A hallmark of classical ergodicity is the complete loss of memory of the initial conditions due to eventual uniform covering of it a priori available phase space. In quantum counterparts of such systems, however, this classical ergodic ideal is fundamentally limited: Here we introduce the concept of a quantum birthmark, a permanent signature left by the initial state and its early-time evolution in a general quantum system, which gives rise to nonergodic behavior persisting even in the infinite-time limit. We present a birthmark framework outlining a ubiquitous memory effect for an arbitrary, non-stationary state composed of two factors conspiring together: the universal and revival-enhancement.
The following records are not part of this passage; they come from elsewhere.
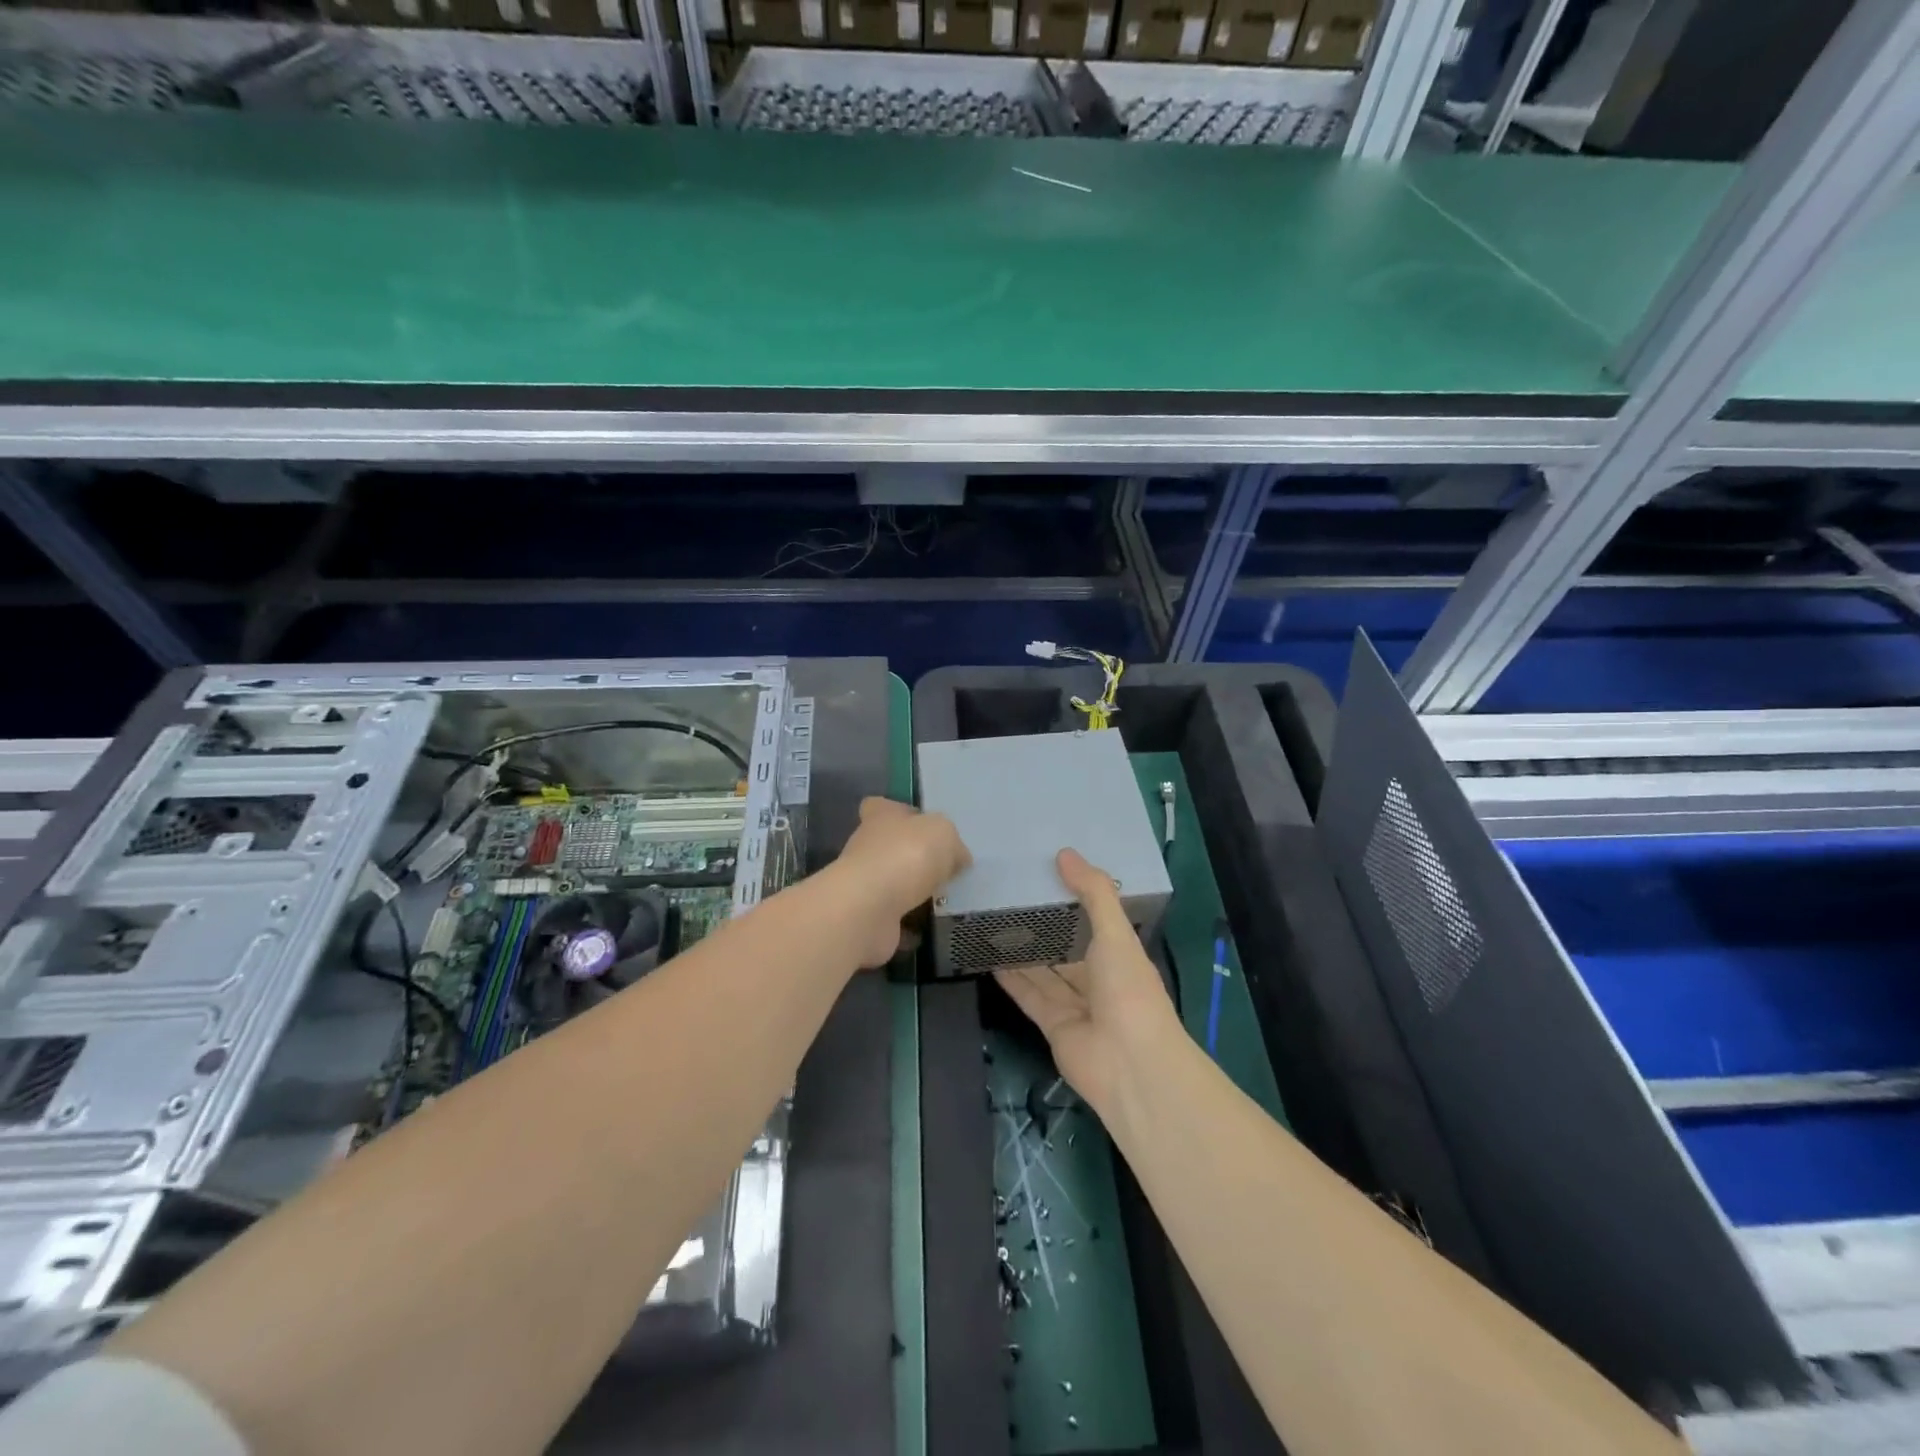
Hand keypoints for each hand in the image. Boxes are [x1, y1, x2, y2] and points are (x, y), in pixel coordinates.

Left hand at [833, 797, 968, 966]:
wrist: (869, 908)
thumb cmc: (906, 855)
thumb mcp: (943, 833)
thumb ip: (951, 842)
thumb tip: (957, 858)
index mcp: (881, 816)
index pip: (881, 806)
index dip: (900, 813)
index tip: (921, 827)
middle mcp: (866, 846)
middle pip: (890, 845)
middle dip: (913, 857)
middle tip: (945, 869)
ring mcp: (863, 883)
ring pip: (892, 882)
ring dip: (912, 891)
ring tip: (944, 899)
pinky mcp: (865, 916)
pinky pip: (892, 917)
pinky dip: (907, 924)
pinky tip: (929, 927)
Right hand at [995, 848, 1182, 1113]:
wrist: (1130, 1065)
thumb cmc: (1129, 990)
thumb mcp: (1115, 932)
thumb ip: (1092, 892)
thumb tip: (1064, 853)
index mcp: (1121, 955)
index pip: (1095, 921)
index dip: (1073, 900)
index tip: (1044, 875)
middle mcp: (1099, 979)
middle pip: (1066, 948)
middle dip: (1043, 927)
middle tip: (1008, 897)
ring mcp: (1076, 1005)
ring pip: (1045, 972)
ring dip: (1023, 952)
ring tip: (993, 923)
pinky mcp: (1053, 1026)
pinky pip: (1030, 996)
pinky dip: (1012, 979)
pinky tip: (990, 958)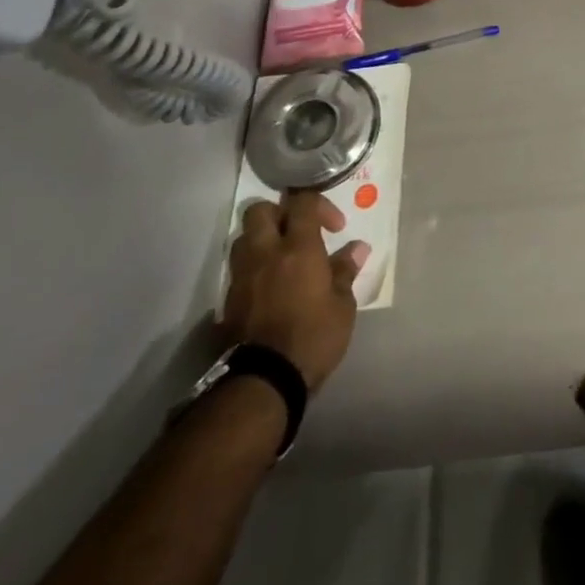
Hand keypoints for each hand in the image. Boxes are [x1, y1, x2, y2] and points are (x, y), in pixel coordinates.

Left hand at [222, 191, 369, 392]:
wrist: (264, 381)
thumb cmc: (313, 337)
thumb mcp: (342, 305)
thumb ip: (345, 271)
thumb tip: (357, 248)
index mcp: (298, 248)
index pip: (302, 202)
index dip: (320, 204)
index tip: (336, 227)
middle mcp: (265, 254)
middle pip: (259, 210)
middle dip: (279, 213)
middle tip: (299, 231)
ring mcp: (242, 277)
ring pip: (243, 238)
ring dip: (262, 239)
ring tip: (282, 257)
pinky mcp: (228, 301)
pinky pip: (238, 269)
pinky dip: (253, 268)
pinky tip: (270, 286)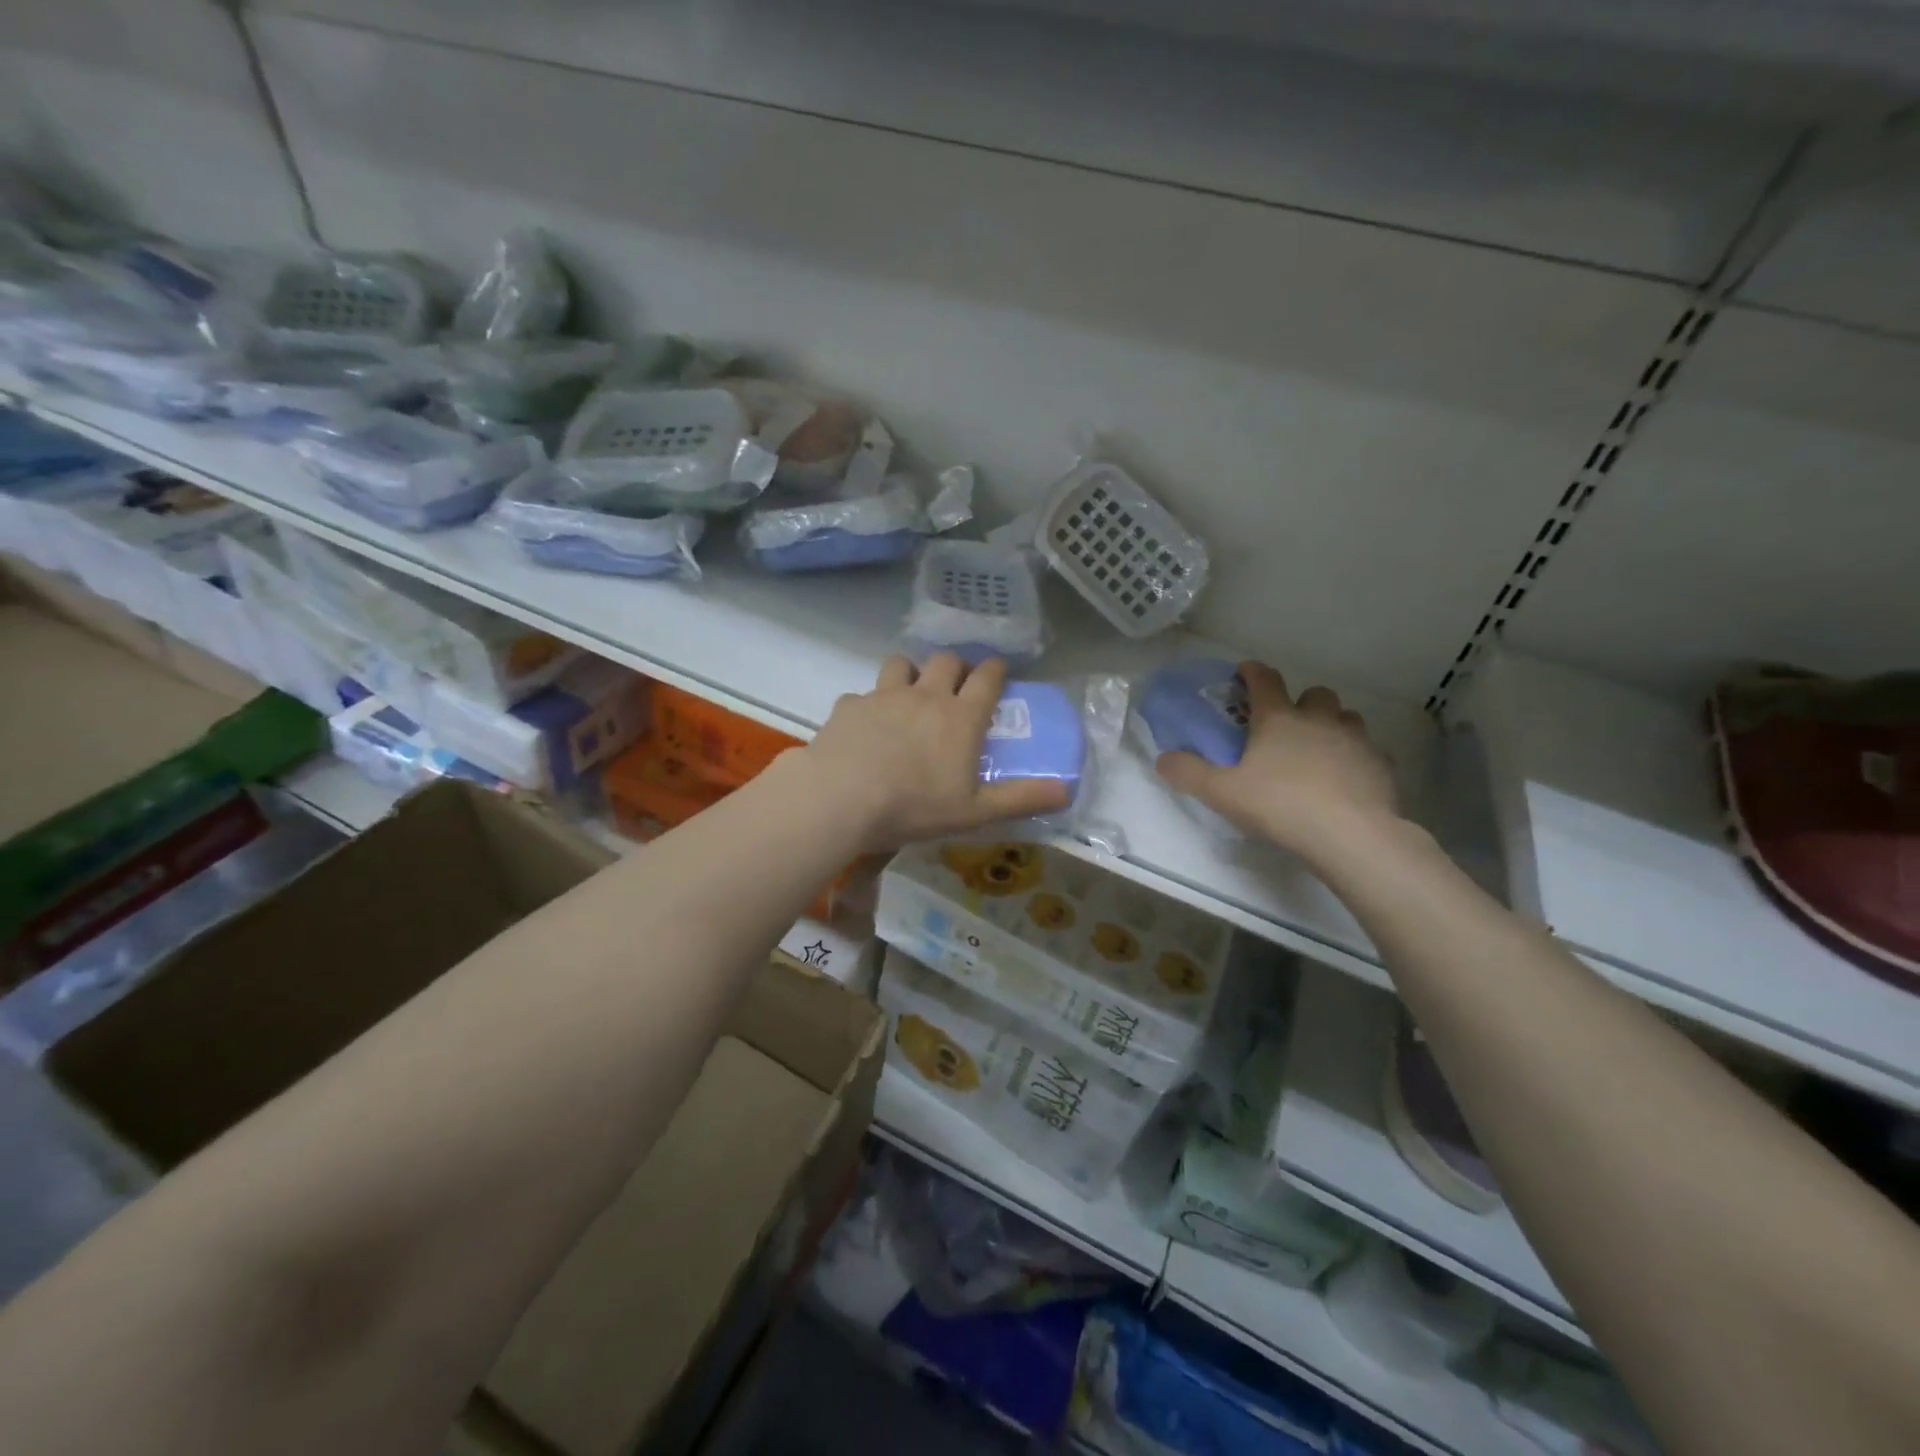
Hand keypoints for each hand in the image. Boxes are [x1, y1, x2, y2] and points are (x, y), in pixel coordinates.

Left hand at [804, 654, 1071, 851]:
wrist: (841, 797)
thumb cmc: (914, 806)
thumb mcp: (975, 812)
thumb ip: (1021, 799)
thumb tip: (1067, 790)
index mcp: (961, 717)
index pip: (987, 677)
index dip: (996, 669)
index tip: (998, 672)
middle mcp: (925, 696)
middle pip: (946, 661)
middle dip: (956, 666)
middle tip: (957, 684)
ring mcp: (884, 696)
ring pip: (902, 664)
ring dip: (911, 671)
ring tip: (910, 692)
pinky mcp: (849, 706)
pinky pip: (862, 694)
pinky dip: (868, 705)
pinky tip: (865, 726)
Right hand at [1156, 661, 1399, 859]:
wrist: (1350, 835)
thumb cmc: (1280, 805)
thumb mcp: (1222, 793)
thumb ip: (1189, 773)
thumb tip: (1162, 759)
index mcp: (1278, 719)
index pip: (1264, 680)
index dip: (1252, 672)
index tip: (1245, 671)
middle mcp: (1319, 719)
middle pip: (1315, 694)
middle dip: (1301, 702)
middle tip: (1288, 725)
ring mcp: (1356, 739)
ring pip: (1346, 718)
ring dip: (1332, 726)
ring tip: (1319, 750)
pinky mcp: (1381, 765)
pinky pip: (1368, 751)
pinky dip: (1355, 757)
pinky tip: (1346, 779)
The former sets the minimal amplification carried by the time evolution of a quantum state based on global symmetries; whereas the latter incorporates the further enhancement stemming from the early dynamics, particularly prominent in the presence of recurrences occurring before the Heisenberg time. As a concrete example, we identify quantum birthmarks in the venerable stadium billiard where they can be significantly enhanced by quantum scars. Finally, we discuss the broader implications of quantum birthmarks, including their role as a natural extension for all types of scarring theories to generic nonstationary quantum systems and prospects for experimental observation. Generally, our work opens up an unexplored avenue for understanding the elusive quantum nature of ergodicity.